Dr. Calvin W. Rolark Sr. (Roy Lewis/The Washington Informer)
Dr. Calvin W. Rolark Sr. (Roy Lewis/The Washington Informer)

D.C. Council received testimony this week on a bill introduced by Ward 8 Council member Trayon White to rename a D.C. street in honor of Dr. Calvin W. Rolark Sr. and his wife, former Ward 8 Council member Wilhelmina J. Rolark. The 500 block of Foxhall Place SE, where the powerful D.C. couple lived for more than 30 years, will be renamed Wilhelmina and Calvin Rolark Way if the bill passes. 

The renaming is symbolic, not permanent, allowing residents living there now to avoid the hassle of changing their addresses, a measure they opposed in 2018 when a previous bill was introduced.

Wilhelmina Jackson Rolark, a native of Portsmouth, Virginia, is a 1937 graduate of Howard University, where she received her Bachelor of Arts and master’s in Political Science. She is a 1944 graduate of Robert H. Terrell Law School, which she attended at night and practiced law in D.C. for over 50 years. She served as secretary to the National Bar Association and was an active member of the Washington Bar Association. She also founded the National Association of Black Women Attorneys. 

Rolark’s legal career focused on civil rights. She was praised as a champion for working people by the AFL-CIO. She was also remembered as a “Soldier for Home Rule” in a The Washington Post obituary.

Rolark served on the D.C. Council for  Ward 8 for four terms from 1977 to 1993. She chaired several committees, including the Judiciary Committee, and her legislation established cable television in D.C.  

Council member Rolark was responsible for renaming Nichols Avenue SE. to Martin Luther King Jr. Avenue and Portland Street to Malcolm X Avenue SE. She co-founded the Annual Martin Luther King Jr. Holiday Parade. She died on Feb. 14, 2006.

Dr. Calvin W. Rolark Sr., a native of Texarkana, Texas, died on Oct. 23, 1994. He was 67. A community activist, journalist and philanthropist started The Washington Informer newspaper in 1964. He also co-founded the United Black Fund in April 1969. 

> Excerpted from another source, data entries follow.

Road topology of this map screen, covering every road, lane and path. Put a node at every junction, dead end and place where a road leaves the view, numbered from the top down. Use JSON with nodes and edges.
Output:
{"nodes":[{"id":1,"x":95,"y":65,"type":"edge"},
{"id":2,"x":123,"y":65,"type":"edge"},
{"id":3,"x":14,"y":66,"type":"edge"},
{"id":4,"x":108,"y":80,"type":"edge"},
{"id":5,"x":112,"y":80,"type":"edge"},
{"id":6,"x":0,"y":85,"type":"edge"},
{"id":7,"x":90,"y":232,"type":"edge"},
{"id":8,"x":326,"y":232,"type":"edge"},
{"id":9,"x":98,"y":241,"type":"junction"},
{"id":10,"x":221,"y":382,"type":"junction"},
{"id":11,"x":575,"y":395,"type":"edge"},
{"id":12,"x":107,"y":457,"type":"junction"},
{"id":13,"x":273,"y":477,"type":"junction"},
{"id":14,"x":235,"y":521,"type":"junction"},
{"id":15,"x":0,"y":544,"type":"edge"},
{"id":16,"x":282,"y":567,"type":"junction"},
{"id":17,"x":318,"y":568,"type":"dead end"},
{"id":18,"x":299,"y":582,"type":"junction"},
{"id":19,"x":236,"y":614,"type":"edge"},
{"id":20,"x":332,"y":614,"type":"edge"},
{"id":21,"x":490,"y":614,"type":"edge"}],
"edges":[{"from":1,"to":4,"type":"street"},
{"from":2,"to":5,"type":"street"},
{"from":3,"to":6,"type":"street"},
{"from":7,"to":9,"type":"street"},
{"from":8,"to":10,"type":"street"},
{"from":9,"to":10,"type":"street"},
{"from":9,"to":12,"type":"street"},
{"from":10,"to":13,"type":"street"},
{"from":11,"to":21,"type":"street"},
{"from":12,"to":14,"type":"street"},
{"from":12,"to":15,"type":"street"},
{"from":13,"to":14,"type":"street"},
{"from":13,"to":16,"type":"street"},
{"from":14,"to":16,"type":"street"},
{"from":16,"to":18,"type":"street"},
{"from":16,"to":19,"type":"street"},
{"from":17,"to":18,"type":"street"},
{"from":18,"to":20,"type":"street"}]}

The fight UBF had with the U.S. Civil Service Commission for UBFs inclusion in the Combined Federal Campaign to solicit payroll deductions from federal employees was impactful and successful. They also worked tirelessly to establish a fundraising partnership with the United Giver’s Fund, now the United Way. Under Dr. Rolark’s leadership, millions of dollars were raised to assist more than 100 diverse local and small non-profit organizations serving the unmet needs of area residents.

Though Calvin and Wilhelmina Rolark are no longer with us, their legacy lives on with those who remember their innumerable contributions to this community.